Happy Year of the Snake
Why is there a year for such a despicable animal as the snake? There might be a very good reason...
Snakes have a bad rap.
The most famous portrayal of a snake is from the Bible, where it is the source of all human misery. The snake in Genesis coaxes the first humans to disobey God, and this leads to their downfall. We have been suffering ever since. Another source, also from about 2,000 years ago, clarifies that the snake is the very embodiment of evil.
To this day, calling someone a snake is a particularly heinous insult.
And beyond the metaphor, real snakes elicit particularly acute fear and loathing in most people.

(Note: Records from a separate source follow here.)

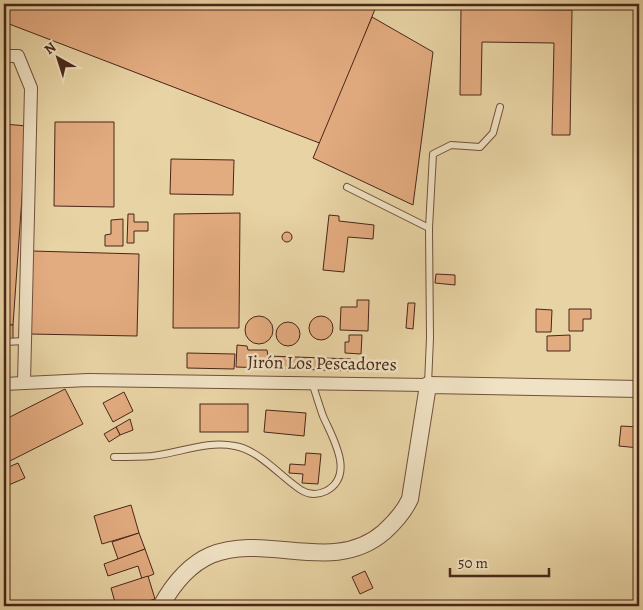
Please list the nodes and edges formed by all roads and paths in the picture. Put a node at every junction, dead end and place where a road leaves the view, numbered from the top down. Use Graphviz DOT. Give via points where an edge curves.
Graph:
graph roads {
  1 [pos="522,4"];
  2 [pos="522,10"];
  3 [pos="4,56"];
  4 [pos="500,107"];
  5 [pos="348,187"];
  6 [pos="429,228"];
  7 [pos="25,341"];
  8 [pos="4,342"];
  9 [pos="24,383"];
  10 [pos="312,383"];
  11 [pos="4,384"];
  12 [pos="428,385"];
  13 [pos="639,389"];
  14 [pos="114,457"];
  15 [pos="161,606"];
  1 -- 2 [label="path"];
  3 -- 7 [label="street" via="18,56 31,88"];
  4 -- 6 [label="lane" via="492,133 480,147 451,145 433,154"];
  5 -- 6 [label="lane"];
  6 -- 12 [label="lane"];
  7 -- 8 [label="lane"];
  7 -- 9 [label="street"];
  9 -- 10 [label="street, Jirón Los Pescadores" via="88,380"];
  9 -- 11 [label="street, Jirón Los Pescadores"];
  10 -- 12 [label="street, Jirón Los Pescadores"];
  10 -- 14 [label="lane" via="338,449 341,469 337,482 327,491 313,495 302,490 248,449 237,446 200,446 153,456"];
  12 -- 13 [label="street, Jirón Los Pescadores"];
  12 -- 15 [label="street" via="410,499 396,521 380,535 344,552 252,549 211,555 182,575"];
}
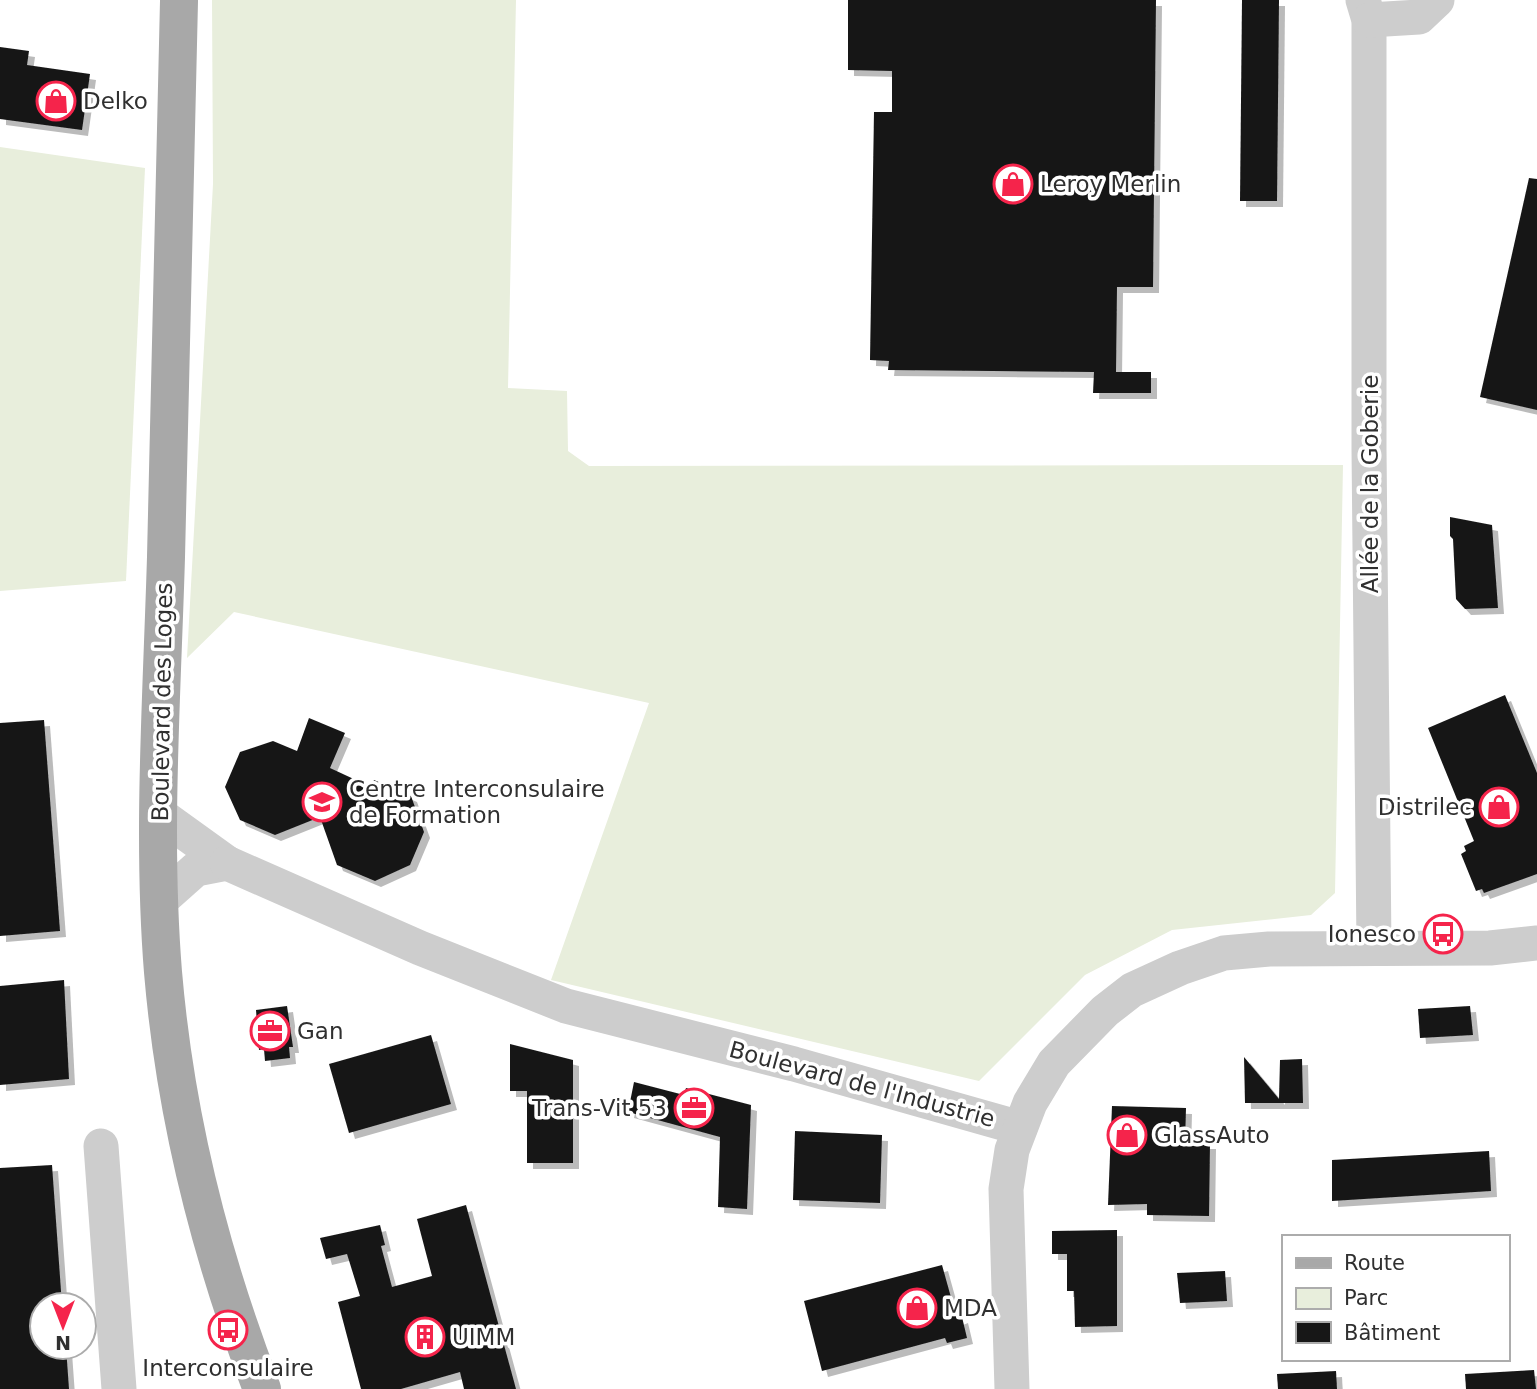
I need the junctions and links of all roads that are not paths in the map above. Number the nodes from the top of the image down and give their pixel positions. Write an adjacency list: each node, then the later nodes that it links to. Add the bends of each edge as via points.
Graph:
1 (173, 0): 4 (main road, Boulevard des Loges)
2 (1437, 0): 3 (street, Allée de la Goberie, via 1419,18)
3 (1366, 10): 8 (street, Allée de la Goberie)
4 (159, 814): 5 (street, Boulevard de l'Industrie); 6 (main road, Boulevard des Loges)
5 (227, 863): 6 (street, via 196,869); 9 (street, Boulevard de l'Industrie, via 419,948 566,1006)
6 (160, 901): 12 (main road, Boulevard des Loges, via 172,1044 198,1188)
7 (1537, 943): 8 (street, Boulevard de l'Industrie, via 1490,948)
8 (1374, 947): 9 (street, Boulevard de l'Industrie, via 1224,953 1132,989 1054,1063)
9 (1020, 1128): 13 (street, via 1006,1189)
10 (101, 1146): 11 (street)
11 (119, 1389)
12 (262, 1389)
13 (1013, 1389)

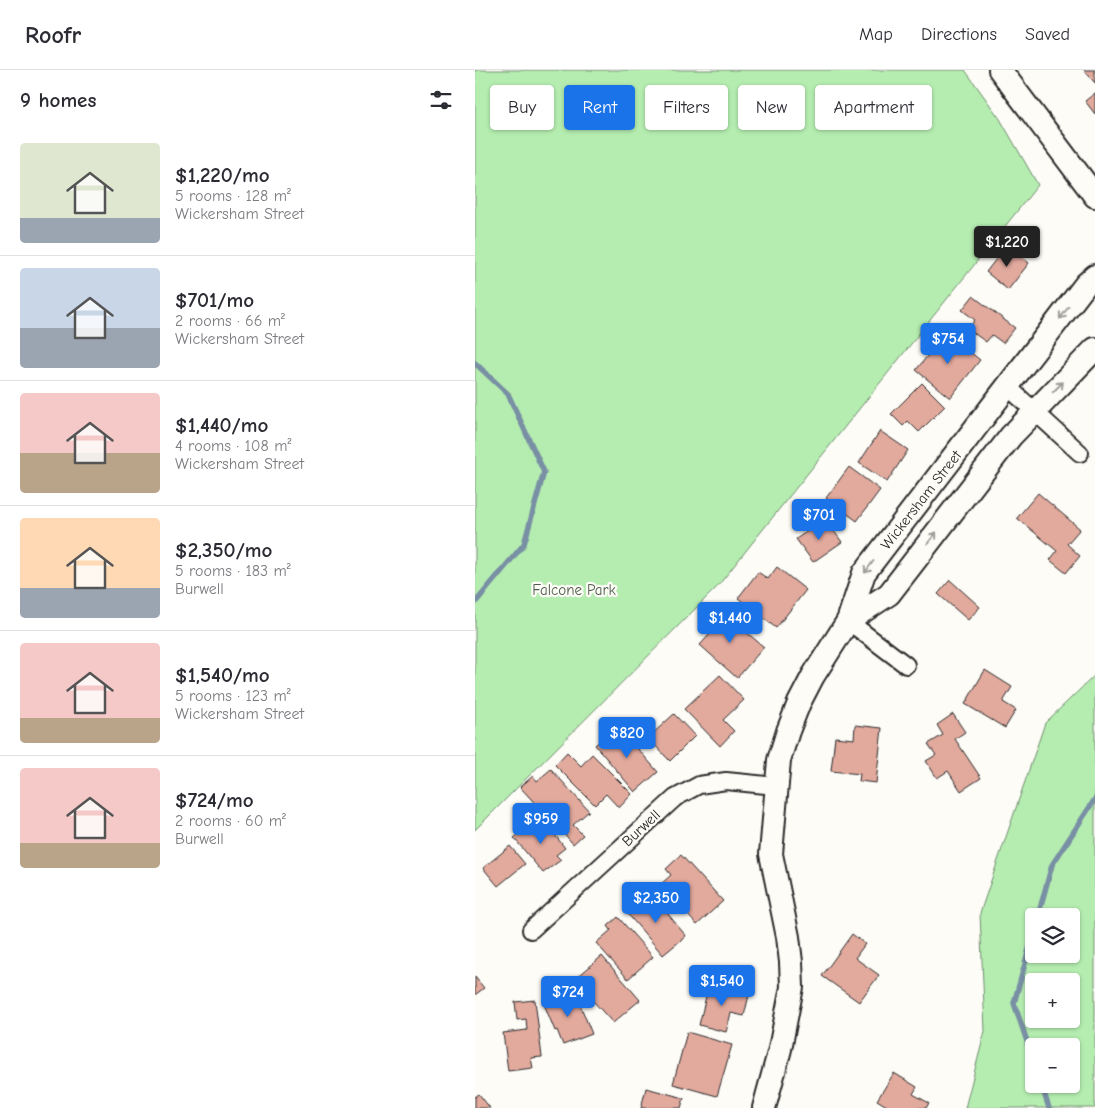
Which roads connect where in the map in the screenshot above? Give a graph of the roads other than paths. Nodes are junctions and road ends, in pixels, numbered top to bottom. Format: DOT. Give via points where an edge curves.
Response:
graph roads {
  1 [pos="999,70"];
  2 [pos="1095,196"];
  3 [pos="1095,276"];
  4 [pos="1095,349"];
  5 [pos="1008,387"];
  6 [pos="1034,411"];
  7 [pos="1080,453"];
  8 [pos="848,621"];
  9 [pos="906,666"];
  10 [pos="776,786"];
  11 [pos="531,930"];
  12 [pos="764,1108"];
  1 -- 2 [label="street"];
  3 -- 5 [label="street, Wickersham Street, one-way"];
  6 -- 4 [label="street, Wickersham Street, one-way"];
  5 -- 6 [label="street"];
  5 -- 8 [label="street, Wickersham Street, one-way" via="864,574"];
  6 -- 7 [label="street"];
  8 -- 6 [label="street, Wickersham Street, one-way" via="889,594 1011,436"];
  8 -- 9 [label="street"];
  8 -- 10 [label="street, Wickersham Street" via="799,703 779,760"];
  10 -- 11 [label="street, Burwell" via="725,781 699,785 675,798"];
  10 -- 12 [label="street, Wickersham Street" via="771,854 788,937 792,987"];
}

Why then would we want a whole year in honor of the snake? There might be a good reason.
The Snake
In addition to its role in the Bible, the snake has been associated with evil since at least the days of Greece.
Aesop writes of a man who sees a snake in winter. The snake is almost dead from cold, but the man rescues it, warming it against his body. Once the snake revives, it bites and kills the man. The man’s dying words are that he deserved to die, because he took pity on the wicked. The snake represents wickedness.
The same basic image appears in Phaedrus’ Fables1 (and Erasmus’ Adagia)2 and, much later, in Chaucer and Shakespeare.
Similar in point are reversals such as what Demodocus of Leros describes, where a snake bites a Cappadocian, but it was the snake who died because the Cappadocian’s blood was so vile.3 Voltaire uses the same insult.4
While Matthew (10:16) uses the snake as a symbol of wisdom — “be as shrewd as the snakes and as innocent as the doves” — this is most likely a direct reference to a wordplay in Genesis. There the snake is called “the most shrewd,” but the Hebrew for “shrewd” sounds like the Hebrew for “naked,” and the point is that the snake, along with Adam and Eve at this point, are all innocent.
But the snake also features prominently on the Rod of Asclepius, the ubiquitous symbol of medicine.
Snakes are connected not just to evil but also to healing.
Why?
Many people think it’s because snakes shed their skin, a process reminiscent of healing.
The Year of the Snake
As my friend Ka Yan points out, this may be the blessing of the year of the snake. We, too, have an opportunity to shed our metaphoric skin and to define ourselves anew. We don’t abandon our essential core, of course, any more than snakes do.
But we get to leave some things behind in the year now ended. We can ask ourselves what no longer works for us, what we have outgrown, or, perhaps, what never fit us in the first place.
Then with a fresh slate of opportunity, we can decide who we want to be in the world. And, with a whole year of possibility in front of us, we can take our time and grow into our new skin.
Happy Year of the Snake.
蛇年快樂! 🐍
“Columbram sustilit sinuque fovet, contra se ipse misericors.” Fables, IV, 18, 1st c. BCE.
“Serpentum in sinu fovere.” Adagia, iv, ii, 40, c. 1500 CE.
Καππαδόκην ποτ᾿ ἔχιδνα κακὴ δάκεν· ἀλλὰ καὶ αὐτὴ κάτθανε, γευσαμένη αἵματος ἰοβόλου. Epigram (in Greek Anthology, XI, 237), c. 450 BCE.
“Hier auprès de Charenton, // Un serpent mordit Jean Fréron. // Que croyez-vous qu’il arriva? // Ce fut le serpent qui creva.” Imitation of Demodocus, 18th c. CE.